Qui possiamo far riferimento alla scala di Kardashev, il primo tentativo di classificare ipotetiche civiltà extraterrestri sulla base di quanta energia riescono ad utilizzare.

 

In breve, ci sono tre livelli: K1, K2 e K3, a cui corrispondono la capacità di sfruttare rispettivamente tutta l’energia del proprio pianeta, tutta quella emessa dalla propria stella e addirittura quella dell’intera propria galassia.

La nostra civiltà è al momento ancora lontana dal raggiungere il livello 1, che è però il livello minimo che dovremo probabilmente raggiungere per sperare di realizzare una missione interstellare umana e probabilmente sarà necessario raggiungere o avvicinarsi molto al livello 2 per colonizzare sistemi stellari vicini.

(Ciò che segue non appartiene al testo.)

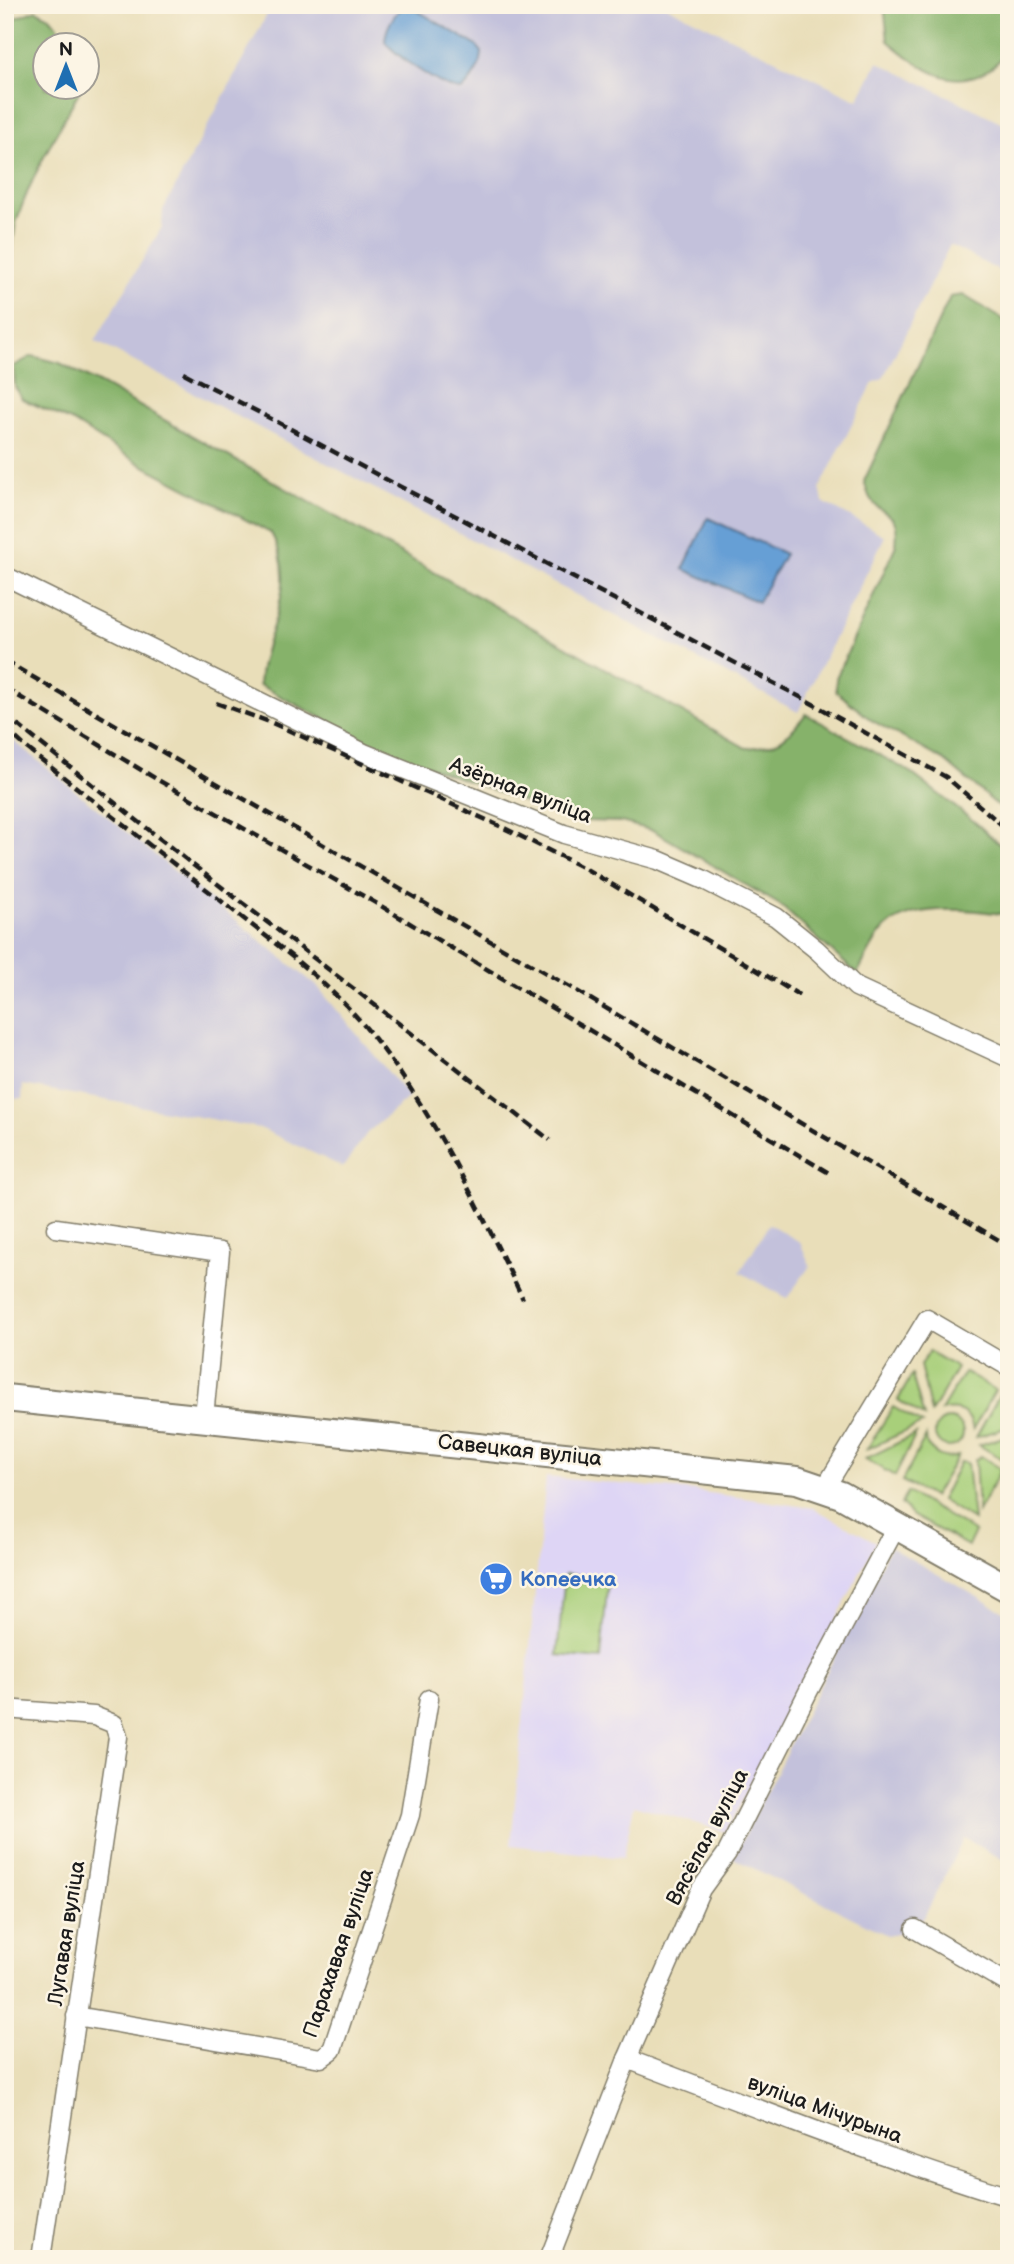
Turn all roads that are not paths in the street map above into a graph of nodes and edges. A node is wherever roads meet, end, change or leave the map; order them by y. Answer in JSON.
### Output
{"nodes":[{"id":1,"x":5,"y":576,"type":"edge"},
{"id":2,"x":1009,"y":1058,"type":"edge"},
{"id":3,"x":56,"y":1228,"type":"dead end"},
{"id":4,"x":1009,"y":1367,"type":"edge"},
{"id":5,"x":5,"y":1398,"type":"edge"},
{"id":6,"x":204,"y":1417,"type":"junction"},
{"id":7,"x":825,"y":1488,"type":"junction"},
{"id":8,"x":897,"y":1525,"type":"junction"},
{"id":9,"x":1009,"y":1589,"type":"edge"},
{"id":10,"x":429,"y":1699,"type":"dead end"},
{"id":11,"x":5,"y":1709,"type":"edge"},
{"id":12,"x":915,"y":1929,"type":"dead end"},
{"id":13,"x":1009,"y":1984,"type":"edge"},
{"id":14,"x":76,"y":2016,"type":"junction"},
{"id":15,"x":628,"y":2059,"type":"junction"},
{"id":16,"x":1009,"y":2197,"type":"edge"},
{"id":17,"x":41,"y":2259,"type":"edge"},
{"id":18,"x":549,"y":2259,"type":"edge"}],
"edges":[{"from":1,"to":2,"type":"street","name":"Азёрная вуліца"},
{"from":3,"to":6,"type":"street"},
{"from":4,"to":7,"type":"street"},
{"from":5,"to":6,"type":"main road","name":"Савецкая вуліца"},
{"from":6,"to":7,"type":"main road","name":"Савецкая вуліца"},
{"from":7,"to":8,"type":"main road","name":"Савецкая вуліца"},
{"from":8,"to":9,"type":"main road","name":"Савецкая вуліца"},
{"from":8,"to":15,"type":"street","name":"Вясёлая вуліца"},
{"from":10,"to":14,"type":"street","name":"Парахавая вуліца"},
{"from":11,"to":14,"type":"street","name":"Лугавая вуліца"},
{"from":12,"to":13,"type":"street"},
{"from":14,"to":17,"type":"street","name":"Лугавая вуліца"},
{"from":15,"to":16,"type":"street","name":"вуліца Мічурына"},
{"from":15,"to":18,"type":"street","name":"Вясёлая вуліца"}]}
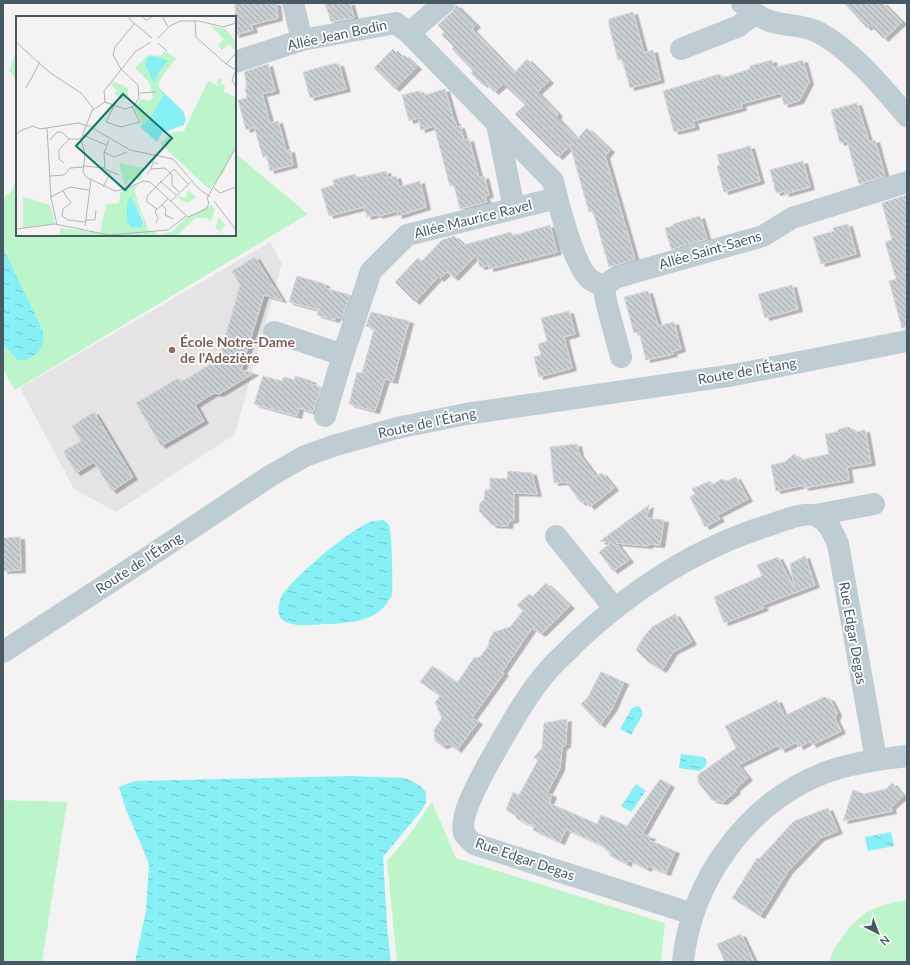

Fondamentali saranno poi le motivazioni dell’esplorazione spaziale futura.

Altra variabile fondamentale, non legata alla fisica, è poi quella delle motivazioni dell’esplorazione spaziale futura, che possono essere pesantemente influenzate da fattori più o meno imprevedibili quali grandi catastrofi ambientali, la scoperta di qualche esopianeta abitabile (abitato?) relativamente vicino e anche la disponibilità futura ad intraprendere missioni di cui progettisti e creatori non vedranno mai i risultati.

Si tratta comunque di un processo graduale, a meno che inaspettati breakthrough scientifici, scoperte o invenzioni clamorose, non impartiscano un’improvvisa accelerazione alla nostra corsa alle stelle.